Presiden Prancis: Haiti Sedang Merusak Negaranya Sendiri

Jakarta, IDN Times - Presiden Prancis Emmanuel Macron, pada Jumat (22/11/2024), menyebut pemerintah transisi Haiti bodoh dan merusak negaranya sendiri, karena melengserkan Perdana Menteri (PM) Garry Conille yang baru menjabat selama 5 bulan.
Situasi di Haiti masih belum menentu di tengah tingginya intensitas kekerasan geng kriminal meski sudah diterjunkannya personel kepolisian dari Kenya. Bahkan, geng kriminal masih menguasai sebagian besar wilayah ibu kota Port-au-Prince dalam beberapa tahun terakhir.
1. Macron sebut Haiti biarkan penyelundup narkoba berkuasa
Dalam kunjungannya ke Chile, Presiden Macron mengklaim pemerintah transisi Haiti telah memperbolehkan penyelundup narkoba menguasai negaranya sendiri.
"Mereka (pemerintahan transisi) benar-benar bodoh. Mereka seharusnya tidak melengserkan PM Conille. Kini, mereka sudah membiarkan penyelundup narkoba menguasai negaranya. Sebenarnya, warga Haiti yang membunuh Haiti itu sendiri," terangnya, dikutip Le Monde.
Pekan lalu, pemerintahan transisi Haiti sudah menunjuk pebisnis, Alix Didier Fils-Aime, sebagai perdana menteri Haiti yang baru. Ia pun berjanji akan mengembalikan keamanan dan mengatasi kekerasan geng di Haiti.
"Kami sudah memiliki pemerintahan transisi yang punya banyak tugas, pertama dan yang terpenting adalah sukses mengembalikan keamanan dan stabilitas di Haiti," ungkapnya dalam pidato perdananya.

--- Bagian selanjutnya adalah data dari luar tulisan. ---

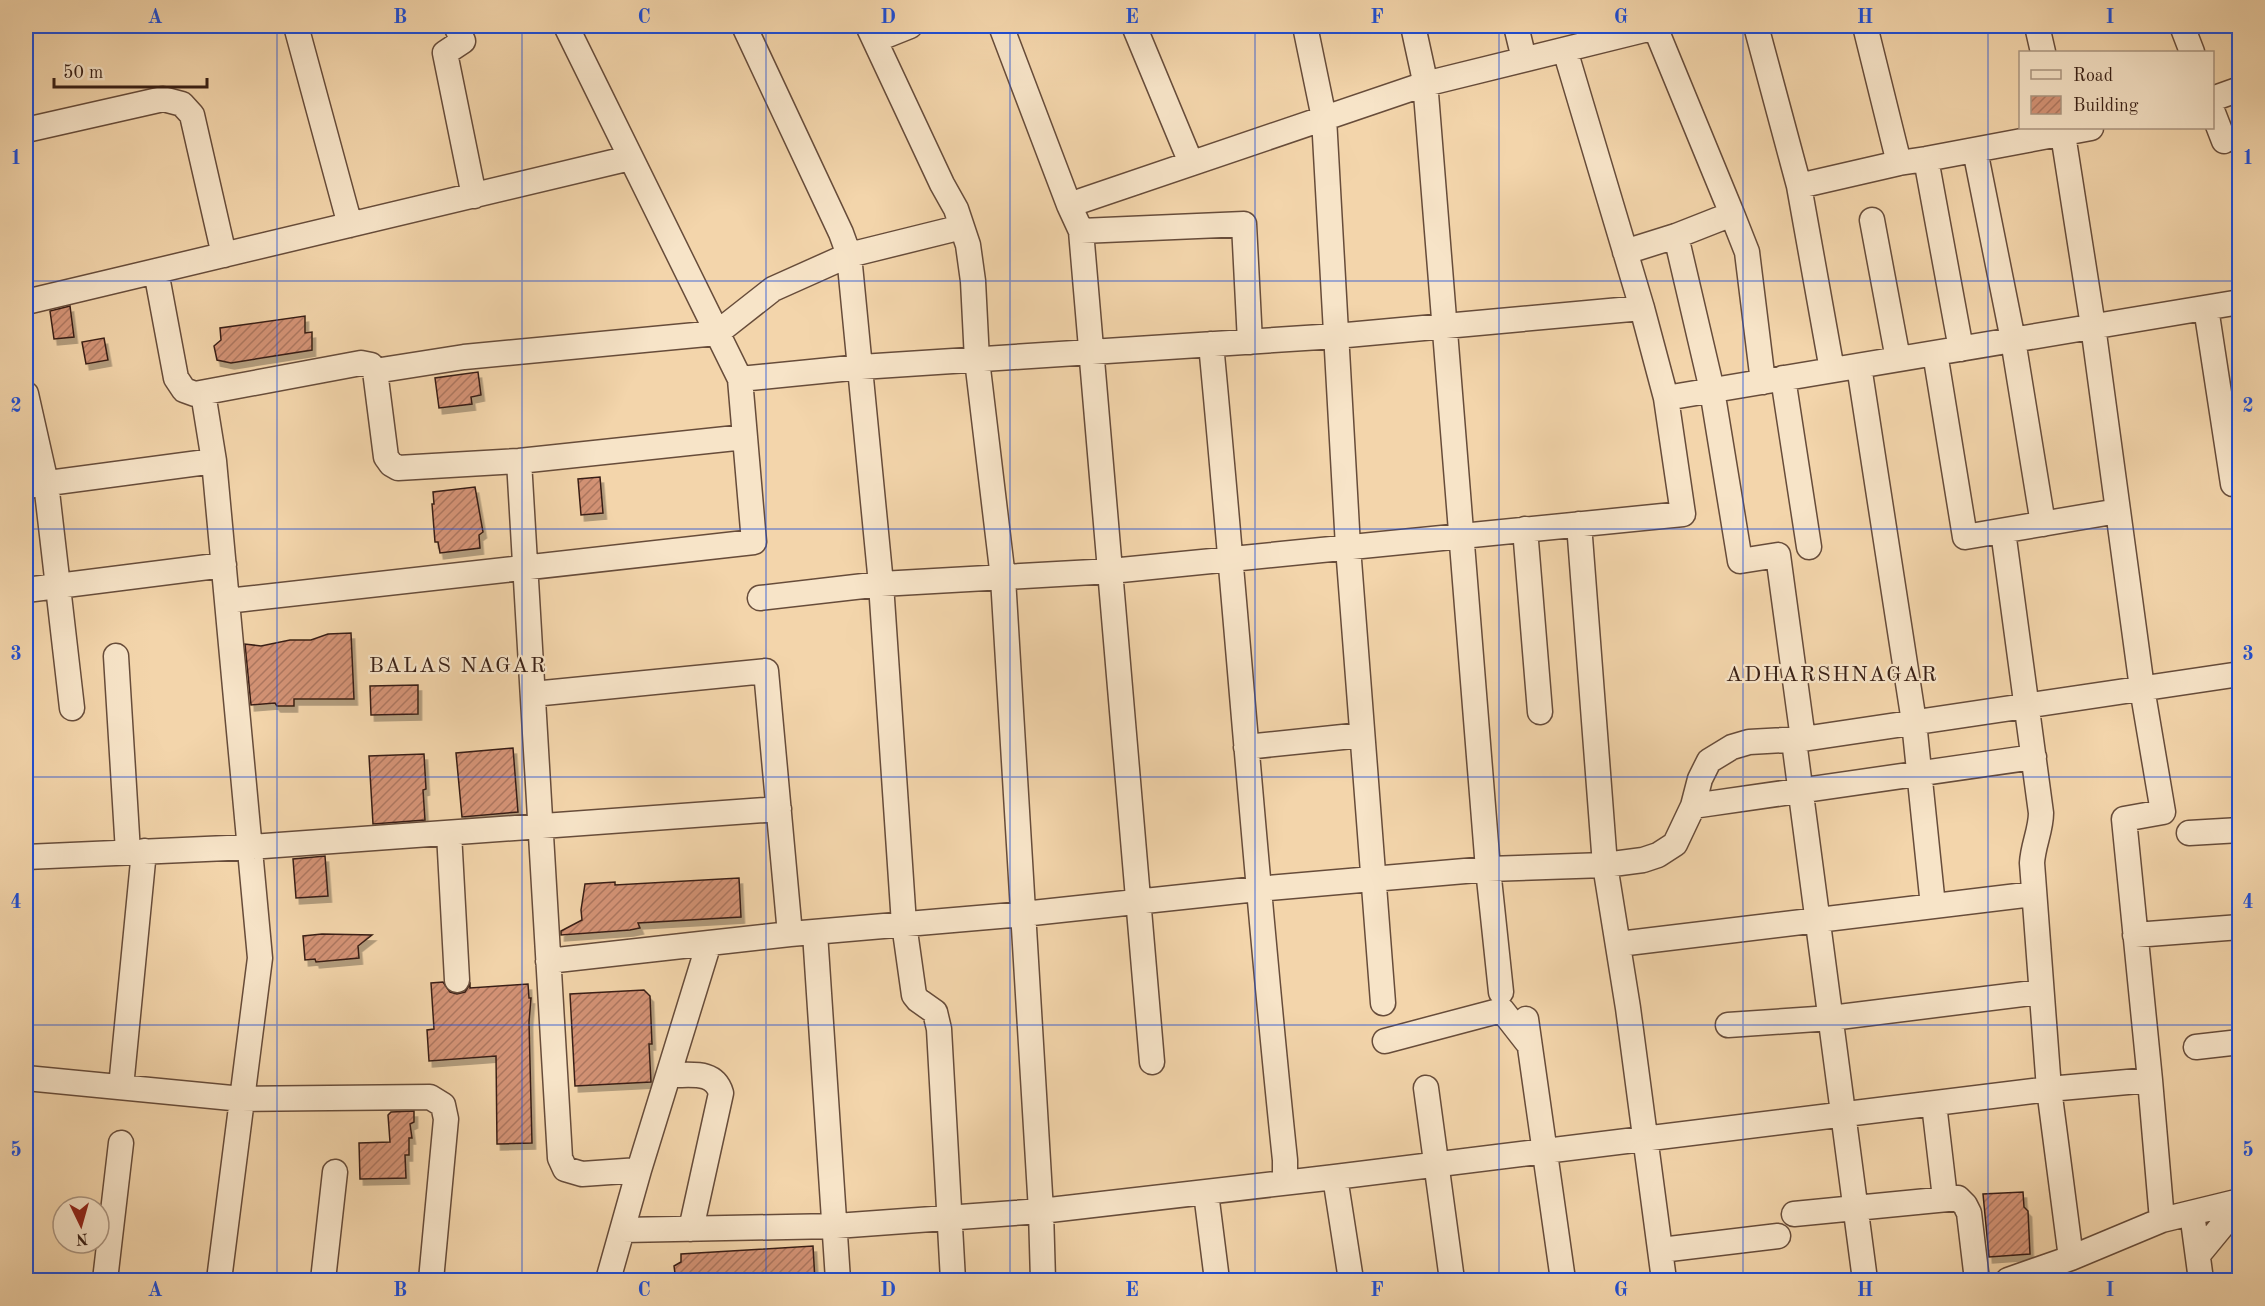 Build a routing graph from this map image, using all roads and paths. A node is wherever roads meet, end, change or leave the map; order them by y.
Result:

2. Klaim pernyataan Macron telah menyinggung Haiti
Kementerian Luar Negeri Haiti memanggil Duta Besar (Dubes) Prancis di Port-au-Prince, Antoine Michon, untuk menjelaskan apa maksud dari pernyataan dari Macron.
"Pertemuan dengan Dubes Prancis ini diutus oleh pemerintahan transisi menyusul ucapan tidak bersahabat dan gestur yang tidak pantas sehingga harus dibenarkan," kata Menteri Luar Negeri Haiti, Jean-Victor Harvel Jean-Baptiste, dikutip dari France24.

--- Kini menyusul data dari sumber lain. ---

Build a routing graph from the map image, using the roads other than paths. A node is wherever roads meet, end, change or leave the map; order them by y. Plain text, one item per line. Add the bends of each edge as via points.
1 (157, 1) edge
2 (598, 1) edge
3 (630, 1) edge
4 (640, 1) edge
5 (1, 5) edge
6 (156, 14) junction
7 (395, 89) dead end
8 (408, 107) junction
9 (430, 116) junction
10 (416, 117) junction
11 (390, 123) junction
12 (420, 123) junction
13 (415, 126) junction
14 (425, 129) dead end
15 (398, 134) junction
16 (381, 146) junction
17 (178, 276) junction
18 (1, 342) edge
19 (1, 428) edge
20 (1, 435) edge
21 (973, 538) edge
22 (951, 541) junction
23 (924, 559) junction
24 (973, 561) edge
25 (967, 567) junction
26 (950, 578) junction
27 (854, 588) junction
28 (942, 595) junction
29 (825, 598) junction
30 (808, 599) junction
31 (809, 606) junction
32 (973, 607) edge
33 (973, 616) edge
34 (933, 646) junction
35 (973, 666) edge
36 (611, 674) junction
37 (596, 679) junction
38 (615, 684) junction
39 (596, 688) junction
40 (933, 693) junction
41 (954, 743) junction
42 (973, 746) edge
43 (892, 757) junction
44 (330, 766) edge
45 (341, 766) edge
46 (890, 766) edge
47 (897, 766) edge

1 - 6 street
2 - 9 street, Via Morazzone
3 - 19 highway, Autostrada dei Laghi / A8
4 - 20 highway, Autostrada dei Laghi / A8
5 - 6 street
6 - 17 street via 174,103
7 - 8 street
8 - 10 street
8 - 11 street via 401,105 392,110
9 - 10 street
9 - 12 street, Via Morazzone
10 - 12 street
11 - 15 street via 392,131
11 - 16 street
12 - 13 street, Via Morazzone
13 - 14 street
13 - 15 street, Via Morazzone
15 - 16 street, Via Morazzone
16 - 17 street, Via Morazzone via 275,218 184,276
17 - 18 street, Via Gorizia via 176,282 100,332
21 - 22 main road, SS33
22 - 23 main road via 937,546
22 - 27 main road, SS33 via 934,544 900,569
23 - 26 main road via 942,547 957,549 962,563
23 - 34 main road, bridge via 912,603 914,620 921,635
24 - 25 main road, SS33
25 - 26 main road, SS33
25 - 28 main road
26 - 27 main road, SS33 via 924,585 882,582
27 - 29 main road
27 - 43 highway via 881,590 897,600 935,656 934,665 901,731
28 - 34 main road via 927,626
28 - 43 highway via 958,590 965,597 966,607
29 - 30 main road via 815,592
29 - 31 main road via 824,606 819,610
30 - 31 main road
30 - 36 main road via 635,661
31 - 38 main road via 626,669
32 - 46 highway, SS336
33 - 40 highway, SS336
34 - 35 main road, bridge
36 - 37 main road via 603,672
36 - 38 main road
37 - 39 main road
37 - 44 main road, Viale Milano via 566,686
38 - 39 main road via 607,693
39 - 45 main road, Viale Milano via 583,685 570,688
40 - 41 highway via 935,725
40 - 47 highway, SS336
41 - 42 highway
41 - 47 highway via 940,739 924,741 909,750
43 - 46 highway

Setelah bertemu dengan Dubes Prancis, Jean-Baptiste mengatakan bahwa Prancis akan tetap berada di sisi Haiti dalam membantu pengembalian keamanan dan penyelenggaraan pemilu di negara Karibia tersebut.

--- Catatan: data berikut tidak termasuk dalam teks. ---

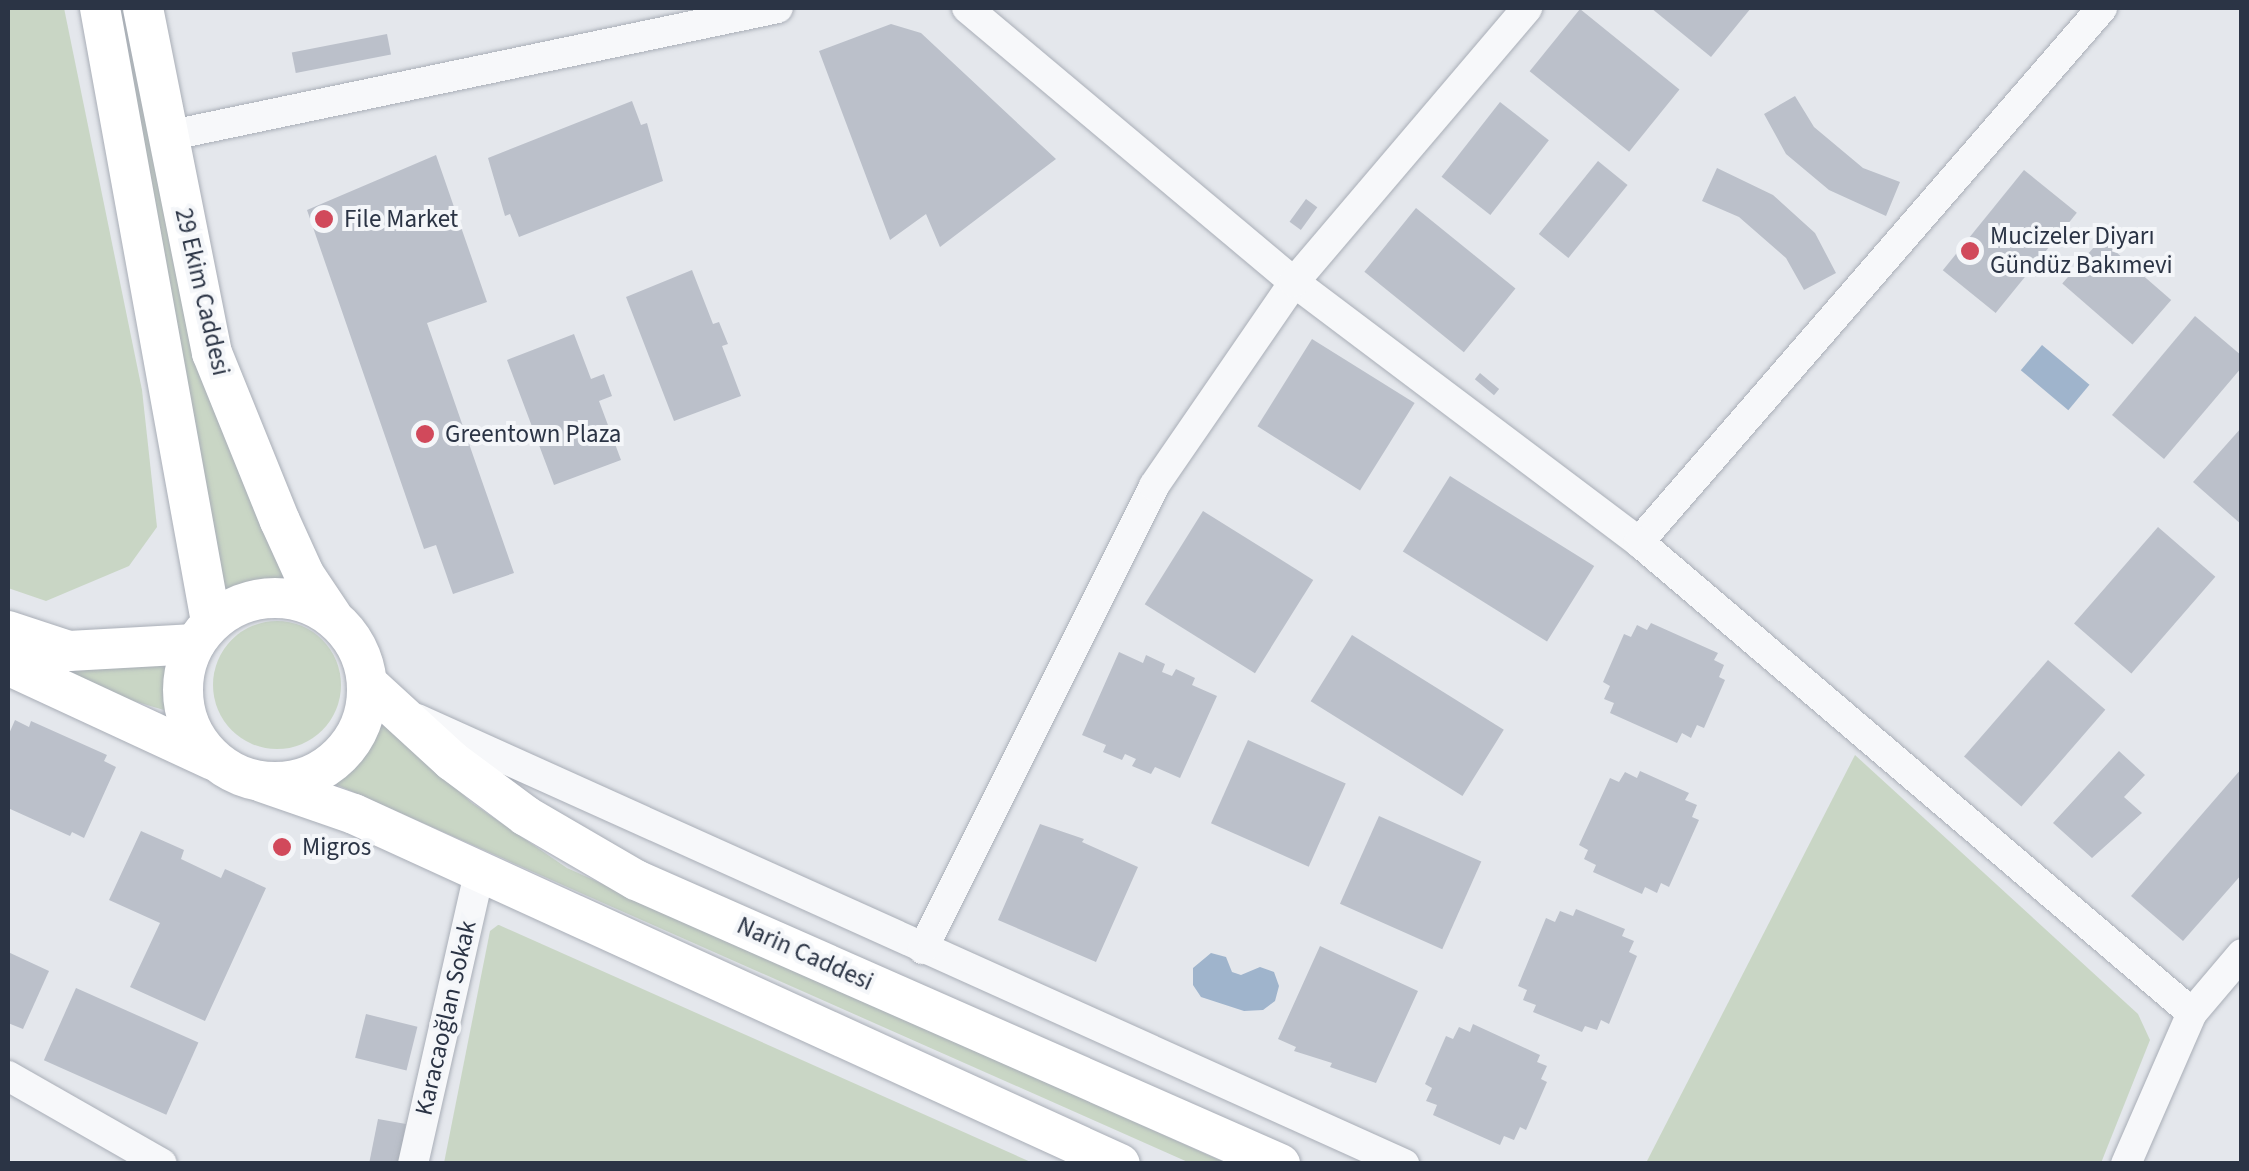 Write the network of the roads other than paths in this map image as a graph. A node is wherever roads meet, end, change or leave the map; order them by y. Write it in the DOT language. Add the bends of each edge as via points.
graph roads {
  1 [pos="100,8"];
  2 [pos="143,8"];
  3 [pos="778,8"];
  4 [pos="967,8"];
  5 [pos="1528,8"];
  6 [pos="2102,8"];
  7 [pos="167,136"];
  8 [pos="1294,282"];
  9 [pos="1640,542"];
  10 [pos="332,616"];
  11 [pos="8,631"];
  12 [pos="203,633"];
  13 [pos="8,666"];
  14 [pos="383,697"];
  15 [pos="217,762"];
  16 [pos="262,782"];
  17 [pos="480,874"];
  18 [pos="924,948"];
  19 [pos="2242,954"];
  20 [pos="2192,1013"];
  21 [pos="8,1076"];
  22 [pos="162,1164"];
  23 [pos="413,1164"];
  24 [pos="1120,1164"];
  25 [pos="1280,1164"];
  26 [pos="1404,1164"];
  27 [pos="2126,1164"];
  1 -- 12 [label="main road, 29 Ekim Caddesi"];
  2 -- 7 [label="main road, 29 Ekim Caddesi"];
  3 -- 7 [label="street"];
  4 -- 8 [label="street"];
  5 -- 8 [label="street"];
  6 -- 9 [label="street"];
  7 -- 10 [label="main road, 29 Ekim Caddesi" via="212,353 304,574"];
  8 -- 9 [label="street"];
  8 -- 18 [label="street" via="1154,486"];
  9 -- 20 [label="street"];
  10 -- 12 [label="main road" via="284,597 245,603"];
  10 -- 14 [label="main road" via="350,635"];
  11 -- 12 [label="main road" via="69,651"];
  12 -- 15 [label="main road" via="185,668 187,720"];
  13 -- 15 [label="main road"];
  14 -- 16 [label="main road" via="338,758 316,774"];
  14 -- 18 [label="street"];
  14 -- 25 [label="main road, Narin Caddesi" via="452,761 526,816 636,880"];
  15 -- 16 [label="main road"];
  16 -- 17 [label="main road" via="354,814"];
  17 -- 23 [label="street, Karacaoğlan Sokak"];
  17 -- 24 [label="main road"];
  18 -- 26 [label="street"];
  19 -- 20 [label="street"];
  20 -- 27 [label="street"];
  21 -- 22 [label="street"];
}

Sebelumnya, Prancis berjanji akan menyumbang 4 juta euro (Rp66,3 miliar) kepada PBB untuk mendanai misi keamanan di Haiti.
3. PBB dorong pengiriman misi perdamaian ke Haiti

Diplomat Dewan Keamanan PBB, pada Rabu (20/11/2024), mengatakan bahwa dukungan mengubah misi keamanan (MSS) menjadi misi penjaga keamanan PBB di Haiti dalam melawan aksi kekerasan geng kriminal.
"Kehadiran MSS di Haiti, meski memiliki nama baik, tapi terdapat banyak tantangan di baliknya. Masalah itu mengenai finansial, sumber daya manusia, rantai logistik yang sangat tidak cukup untuk merespons ancaman dalam skala besar," tutur Dubes PBB di Haiti Antonio Rodrigue, dilansir dari Reuters.
Pada awal September, proposal terkait perubahan MSS menjadi misi penjaga perdamaian di Haiti sudah diusulkan oleh Amerika Serikat (AS) dan Ekuador. Namun, proposal itu akhirnya ditolak karena mendapat veto dari Rusia dan China.
Ia menambahkan, misi penjaga perdamaian baru di Haiti harus belajar dari masa lalu ketika mengintervensi Haiti. Misi tersebut justru gagal karena maraknya kasus pelanggaran hak asasi manusia (HAM) yang dilakukan pasukan PBB dan merebaknya wabah kolera.